Inevitably, the present study had several limitations. First, this study used a cross-sectional design, which prevented the establishment of causality between amygdala abnormalities, anxiety, and cognitive deficits. Thus, causality remains to be validated in further studies. Second, all included patients with ALS in the present study were newly diagnosed, and only three patients were classified as King’s stage 4. Thus, our study had a complete lack of patients with King’s stage 4 (nutritional or respiratory failure); however, ALS patients have less homogeneity in stage 4 compared with the other three stages, and it is commonly difficult for these patients to complete an MRI scan [27, 32]. Moreover, in this consecutive cohort, although there were no significant differences between the three patient subgroups in age and we used age, sex, and TIV as covariates, ALS patients at King stage 3 were (on average) 8.4 years older than patients at King stage 1, which is consistent with some previous studies [5, 51]. Similarly, in a population-based study, Manera et al. reported three regions were functionally involved in 196 patients with ALS (18.5%) at diagnosis, and 180 patients (91.8%) were older than 60 years [51]. The onset of ALS appears to involve a multistep process, and aging seem to be one of the processes and may accelerate the neurodegeneration of ALS. However, these findings need to be discussed by further studies.
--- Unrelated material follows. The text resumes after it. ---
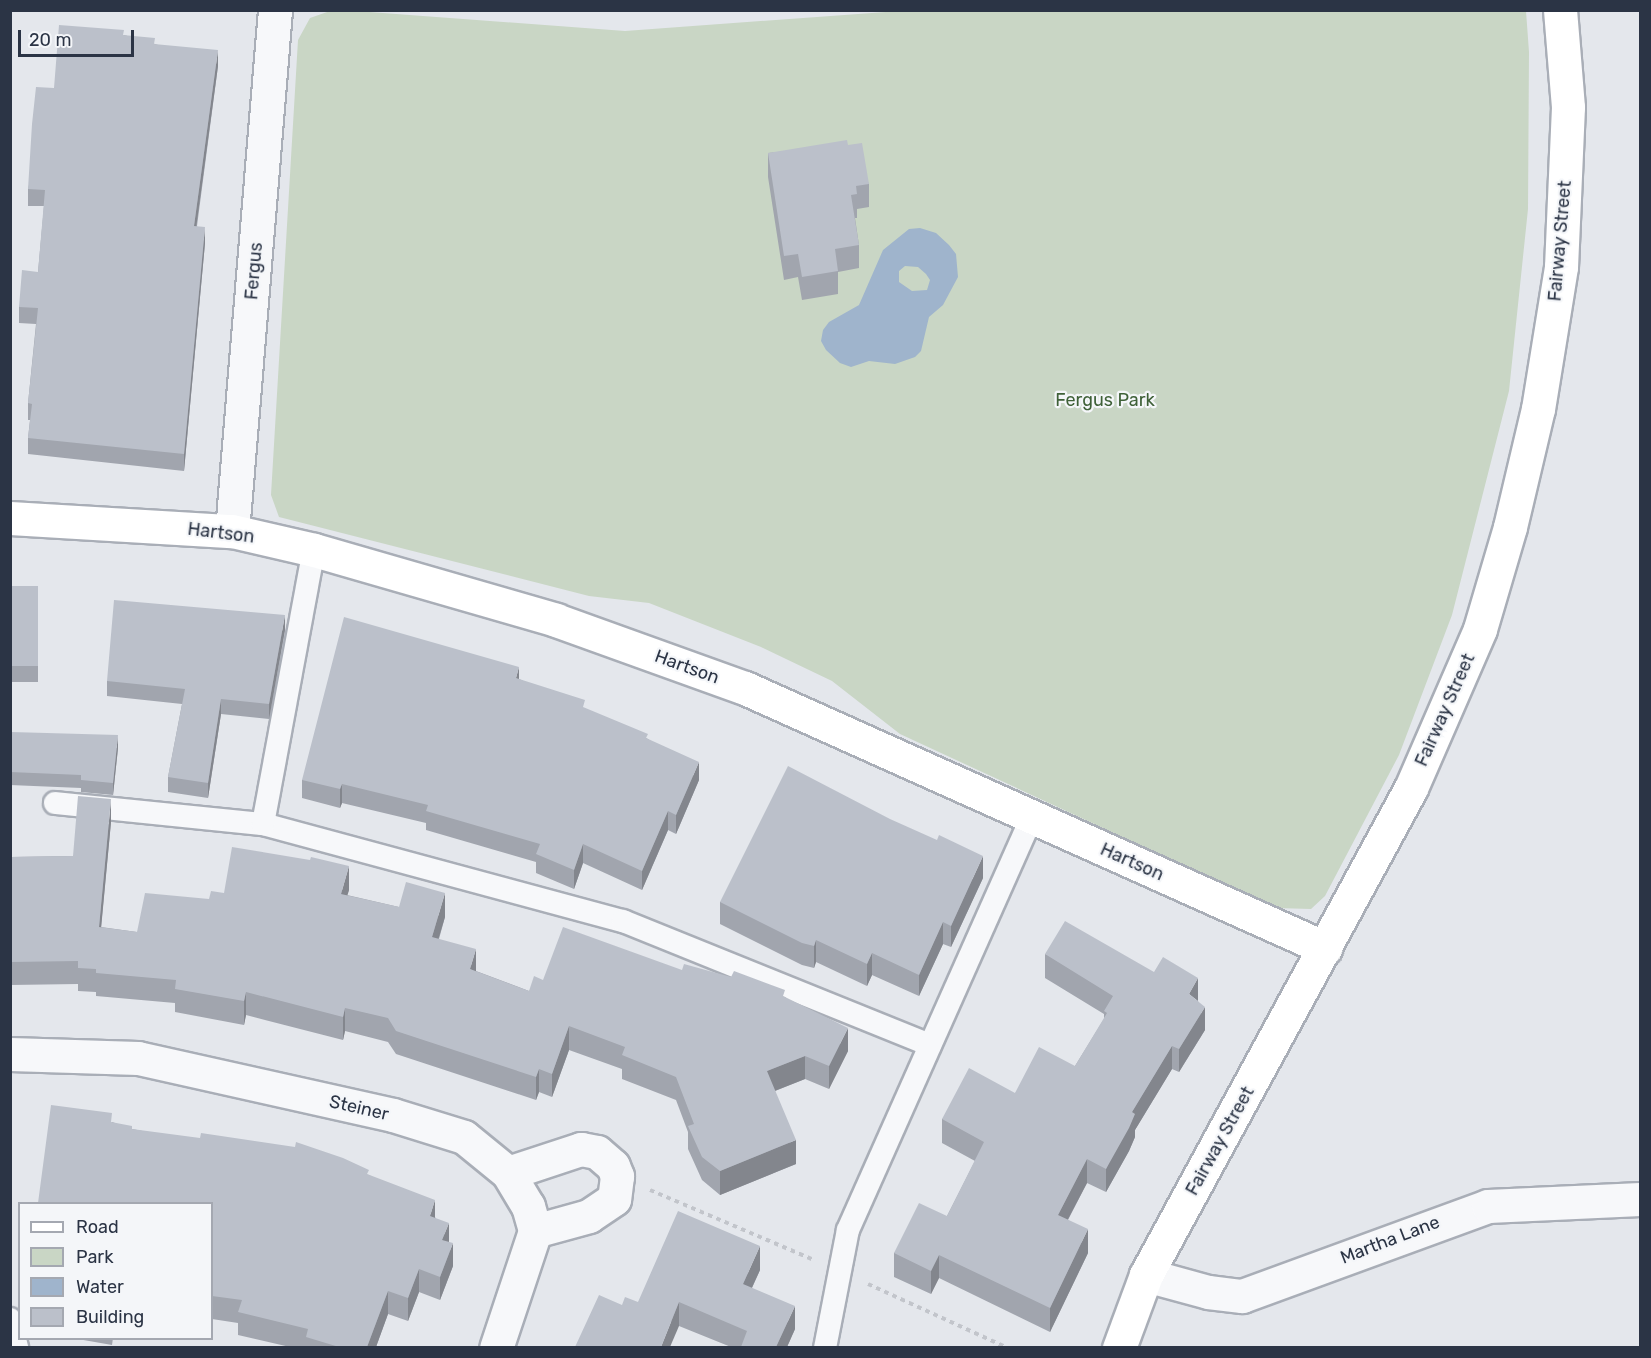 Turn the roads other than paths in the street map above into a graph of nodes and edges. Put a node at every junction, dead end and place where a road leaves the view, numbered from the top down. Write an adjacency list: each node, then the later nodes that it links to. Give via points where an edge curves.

Third, we only used the MMSE, BNT, AVLT, and FAB to screen cognitive function in the present study, and we did not use ALS-specific tests, for example, Edinburgh cognitive and behavioural ALS screen [5]. However, these methods are included in our ongoing work, and only two patients with ALS were unable to complete the cognitive assessments in our study. Fourth, our results were also susceptible to selection bias, because the ALS patients who visit our centre commonly have a relatively short disease course (we are the largest ALS centre in the Shandong province). Thus, our findings need to be confirmed by population-based studies. Fifth, in the present study, we did not use any amygdala subnucleus as region of interest to explore resting-state FC alterations because of their relatively small size. Finally, we did not perform any genetic testing. However, the ALS patients included in this study were sporadic cases, and very few sporadic ALS patients in China carry known genetic mutations [52].
In conclusion, our study provides a comprehensive profile of amygdala abnormalities in ALS patients. The pattern of amygdala abnormalities in these patients differed greatly across King’s clinical disease stages; our findings suggest that amygdala abnormalities are an important feature in patients with ALS at relatively advanced stages. Moreover, specific amygdala subnucleus atrophy may play an important role in anxiety and cognitive impairment in these patients.